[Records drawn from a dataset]
---*---
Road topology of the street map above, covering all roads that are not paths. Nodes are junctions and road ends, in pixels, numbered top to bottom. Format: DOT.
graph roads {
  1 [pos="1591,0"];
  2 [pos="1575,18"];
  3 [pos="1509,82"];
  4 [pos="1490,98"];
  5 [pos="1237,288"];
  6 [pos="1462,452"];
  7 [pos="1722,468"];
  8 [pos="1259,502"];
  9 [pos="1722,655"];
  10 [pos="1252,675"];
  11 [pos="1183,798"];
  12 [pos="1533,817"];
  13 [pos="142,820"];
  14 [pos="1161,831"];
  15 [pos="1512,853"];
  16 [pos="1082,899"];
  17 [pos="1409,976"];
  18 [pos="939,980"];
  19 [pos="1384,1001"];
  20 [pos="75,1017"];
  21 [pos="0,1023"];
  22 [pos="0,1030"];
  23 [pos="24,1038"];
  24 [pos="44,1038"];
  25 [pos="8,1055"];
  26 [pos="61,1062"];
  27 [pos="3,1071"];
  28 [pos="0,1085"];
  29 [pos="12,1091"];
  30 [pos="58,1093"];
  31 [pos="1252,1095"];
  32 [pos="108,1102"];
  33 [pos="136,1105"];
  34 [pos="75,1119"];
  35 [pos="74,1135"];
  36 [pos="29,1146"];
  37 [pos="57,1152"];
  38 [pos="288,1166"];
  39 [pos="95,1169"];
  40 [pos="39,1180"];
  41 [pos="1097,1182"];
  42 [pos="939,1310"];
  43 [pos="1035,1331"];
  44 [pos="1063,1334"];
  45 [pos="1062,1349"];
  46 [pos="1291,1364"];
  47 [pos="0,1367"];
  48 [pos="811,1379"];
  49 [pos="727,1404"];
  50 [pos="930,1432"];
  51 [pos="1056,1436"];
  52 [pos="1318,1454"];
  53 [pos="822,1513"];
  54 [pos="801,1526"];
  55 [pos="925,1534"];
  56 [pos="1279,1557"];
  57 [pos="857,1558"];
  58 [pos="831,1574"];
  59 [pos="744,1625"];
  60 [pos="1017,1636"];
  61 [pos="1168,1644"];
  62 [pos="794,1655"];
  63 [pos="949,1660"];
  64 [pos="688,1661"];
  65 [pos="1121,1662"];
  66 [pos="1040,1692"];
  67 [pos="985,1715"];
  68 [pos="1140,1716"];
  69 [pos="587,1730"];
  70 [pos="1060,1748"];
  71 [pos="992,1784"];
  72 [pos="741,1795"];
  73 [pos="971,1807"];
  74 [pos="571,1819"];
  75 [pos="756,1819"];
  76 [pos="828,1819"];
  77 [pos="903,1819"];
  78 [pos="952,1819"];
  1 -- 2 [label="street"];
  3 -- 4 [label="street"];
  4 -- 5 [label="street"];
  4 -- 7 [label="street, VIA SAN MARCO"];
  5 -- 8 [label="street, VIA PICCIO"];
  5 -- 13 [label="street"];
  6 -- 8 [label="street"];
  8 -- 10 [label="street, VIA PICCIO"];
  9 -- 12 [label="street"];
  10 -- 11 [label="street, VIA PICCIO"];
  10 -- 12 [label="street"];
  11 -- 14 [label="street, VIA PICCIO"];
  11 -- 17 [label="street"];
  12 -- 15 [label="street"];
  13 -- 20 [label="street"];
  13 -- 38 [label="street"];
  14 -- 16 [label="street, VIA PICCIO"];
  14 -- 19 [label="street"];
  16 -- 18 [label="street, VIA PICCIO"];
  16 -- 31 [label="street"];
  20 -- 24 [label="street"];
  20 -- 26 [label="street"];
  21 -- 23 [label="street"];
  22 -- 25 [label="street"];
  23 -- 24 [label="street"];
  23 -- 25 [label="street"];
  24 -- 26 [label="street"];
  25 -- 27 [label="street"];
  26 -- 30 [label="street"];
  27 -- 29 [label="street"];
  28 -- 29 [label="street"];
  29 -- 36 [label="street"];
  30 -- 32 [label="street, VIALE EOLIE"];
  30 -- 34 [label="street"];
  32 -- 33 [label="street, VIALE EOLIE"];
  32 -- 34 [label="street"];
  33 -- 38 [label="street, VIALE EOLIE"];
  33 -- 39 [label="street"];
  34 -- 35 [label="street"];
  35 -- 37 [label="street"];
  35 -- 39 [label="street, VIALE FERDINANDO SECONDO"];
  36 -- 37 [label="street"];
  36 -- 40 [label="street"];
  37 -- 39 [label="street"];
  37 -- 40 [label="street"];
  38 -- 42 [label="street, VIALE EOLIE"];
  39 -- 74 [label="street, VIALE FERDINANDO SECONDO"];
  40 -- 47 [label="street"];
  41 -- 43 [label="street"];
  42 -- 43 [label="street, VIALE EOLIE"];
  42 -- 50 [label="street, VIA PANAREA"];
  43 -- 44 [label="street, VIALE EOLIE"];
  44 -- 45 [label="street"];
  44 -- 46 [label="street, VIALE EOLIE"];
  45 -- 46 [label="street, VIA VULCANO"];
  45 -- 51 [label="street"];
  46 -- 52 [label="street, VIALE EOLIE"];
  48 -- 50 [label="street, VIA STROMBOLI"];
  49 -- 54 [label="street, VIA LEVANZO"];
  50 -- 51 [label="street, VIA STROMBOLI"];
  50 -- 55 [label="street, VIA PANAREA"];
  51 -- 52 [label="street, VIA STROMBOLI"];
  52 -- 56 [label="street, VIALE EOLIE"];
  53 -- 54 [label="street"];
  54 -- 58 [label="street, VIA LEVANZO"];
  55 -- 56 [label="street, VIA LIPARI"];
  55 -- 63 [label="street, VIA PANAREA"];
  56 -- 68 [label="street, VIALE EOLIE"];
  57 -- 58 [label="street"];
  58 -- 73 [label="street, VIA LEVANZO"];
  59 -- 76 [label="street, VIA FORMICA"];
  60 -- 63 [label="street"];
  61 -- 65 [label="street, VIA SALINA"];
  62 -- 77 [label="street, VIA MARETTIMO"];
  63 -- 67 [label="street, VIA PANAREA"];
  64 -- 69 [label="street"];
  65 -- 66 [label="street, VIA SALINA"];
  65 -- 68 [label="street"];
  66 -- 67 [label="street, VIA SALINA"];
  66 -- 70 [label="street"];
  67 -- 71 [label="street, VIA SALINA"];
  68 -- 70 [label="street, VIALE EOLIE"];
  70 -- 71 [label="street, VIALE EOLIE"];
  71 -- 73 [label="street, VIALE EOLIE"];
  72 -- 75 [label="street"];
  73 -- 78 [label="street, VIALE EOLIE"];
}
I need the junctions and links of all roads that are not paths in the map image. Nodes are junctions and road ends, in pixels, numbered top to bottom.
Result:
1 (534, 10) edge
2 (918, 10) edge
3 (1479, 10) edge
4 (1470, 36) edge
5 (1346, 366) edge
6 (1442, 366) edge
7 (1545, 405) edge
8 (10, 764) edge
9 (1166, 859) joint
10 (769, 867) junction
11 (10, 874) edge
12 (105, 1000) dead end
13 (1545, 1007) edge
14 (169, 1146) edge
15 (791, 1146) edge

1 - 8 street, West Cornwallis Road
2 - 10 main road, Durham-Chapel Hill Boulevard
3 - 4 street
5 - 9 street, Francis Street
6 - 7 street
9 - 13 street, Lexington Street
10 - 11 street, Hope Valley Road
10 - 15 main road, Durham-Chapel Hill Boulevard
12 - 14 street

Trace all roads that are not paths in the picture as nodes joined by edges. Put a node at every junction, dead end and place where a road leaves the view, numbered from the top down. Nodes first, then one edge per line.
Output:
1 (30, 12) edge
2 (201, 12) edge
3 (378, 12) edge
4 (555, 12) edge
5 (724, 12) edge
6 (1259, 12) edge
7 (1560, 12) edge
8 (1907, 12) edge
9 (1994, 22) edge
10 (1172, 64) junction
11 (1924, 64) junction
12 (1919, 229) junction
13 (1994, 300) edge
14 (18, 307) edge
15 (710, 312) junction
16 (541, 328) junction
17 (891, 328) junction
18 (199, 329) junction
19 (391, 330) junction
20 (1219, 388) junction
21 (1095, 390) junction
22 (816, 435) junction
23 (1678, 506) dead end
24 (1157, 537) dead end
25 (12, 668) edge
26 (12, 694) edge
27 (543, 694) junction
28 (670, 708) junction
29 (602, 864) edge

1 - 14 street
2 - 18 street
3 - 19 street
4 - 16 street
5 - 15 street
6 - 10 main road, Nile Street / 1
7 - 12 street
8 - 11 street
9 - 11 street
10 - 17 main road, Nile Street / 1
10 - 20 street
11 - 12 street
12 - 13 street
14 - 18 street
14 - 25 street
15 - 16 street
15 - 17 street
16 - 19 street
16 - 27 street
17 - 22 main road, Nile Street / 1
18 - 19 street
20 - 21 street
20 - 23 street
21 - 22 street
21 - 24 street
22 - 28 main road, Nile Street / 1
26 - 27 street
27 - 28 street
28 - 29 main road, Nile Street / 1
---*---
> _Problem requirements_:
With the line containing "I need the junctions" as the start and the last line of the entries as the end, print that whole span exactly.

> _Solution to the problem_:
I need the junctions and links of all roads that are not paths in the map image. Nodes are junctions and road ends, in pixels, numbered top to bottom.
Result:
1 (534, 10) edge
2 (918, 10) edge
3 (1479, 10) edge
4 (1470, 36) edge
5 (1346, 366) edge
6 (1442, 366) edge
7 (1545, 405) edge
8 (10, 764) edge
9 (1166, 859) joint
10 (769, 867) junction
11 (10, 874) edge
12 (105, 1000) dead end
13 (1545, 1007) edge
14 (169, 1146) edge
15 (791, 1146) edge

1 - 8 street, West Cornwallis Road
2 - 10 main road, Durham-Chapel Hill Boulevard
3 - 4 street
5 - 9 street, Francis Street
6 - 7 street
9 - 13 street, Lexington Street
10 - 11 street, Hope Valley Road
10 - 15 main road, Durham-Chapel Hill Boulevard
12 - 14 street

Trace all roads that are not paths in the picture as nodes joined by edges. Put a node at every junction, dead end and place where a road leaves the view, numbered from the top down. Nodes first, then one edge per line.
Output:
1 (30, 12) edge
2 (201, 12) edge
3 (378, 12) edge
4 (555, 12) edge
5 (724, 12) edge
6 (1259, 12) edge
7 (1560, 12) edge
8 (1907, 12) edge
9 (1994, 22) edge
10 (1172, 64) junction
11 (1924, 64) junction
12 (1919, 229) junction
13 (1994, 300) edge
14 (18, 307) edge
15 (710, 312) junction
16 (541, 328) junction
17 (891, 328) junction
18 (199, 329) junction
19 (391, 330) junction
20 (1219, 388) junction
21 (1095, 390) junction
22 (816, 435) junction
23 (1678, 506) dead end
24 (1157, 537) dead end
25 (12, 668) edge
26 (12, 694) edge
27 (543, 694) junction
28 (670, 708) junction
29 (602, 864) edge

1 - 14 street
2 - 18 street
3 - 19 street
4 - 16 street
5 - 15 street
6 - 10 main road, Nile Street / 1
7 - 12 street
8 - 11 street
9 - 11 street
10 - 17 main road, Nile Street / 1
10 - 20 street
11 - 12 street
12 - 13 street
14 - 18 street
14 - 25 street
15 - 16 street
15 - 17 street
16 - 19 street
16 - 27 street
17 - 22 main road, Nile Street / 1
18 - 19 street
20 - 21 street
20 - 23 street
21 - 22 street
21 - 24 street
22 - 28 main road, Nile Street / 1
26 - 27 street
27 - 28 street
28 - 29 main road, Nile Street / 1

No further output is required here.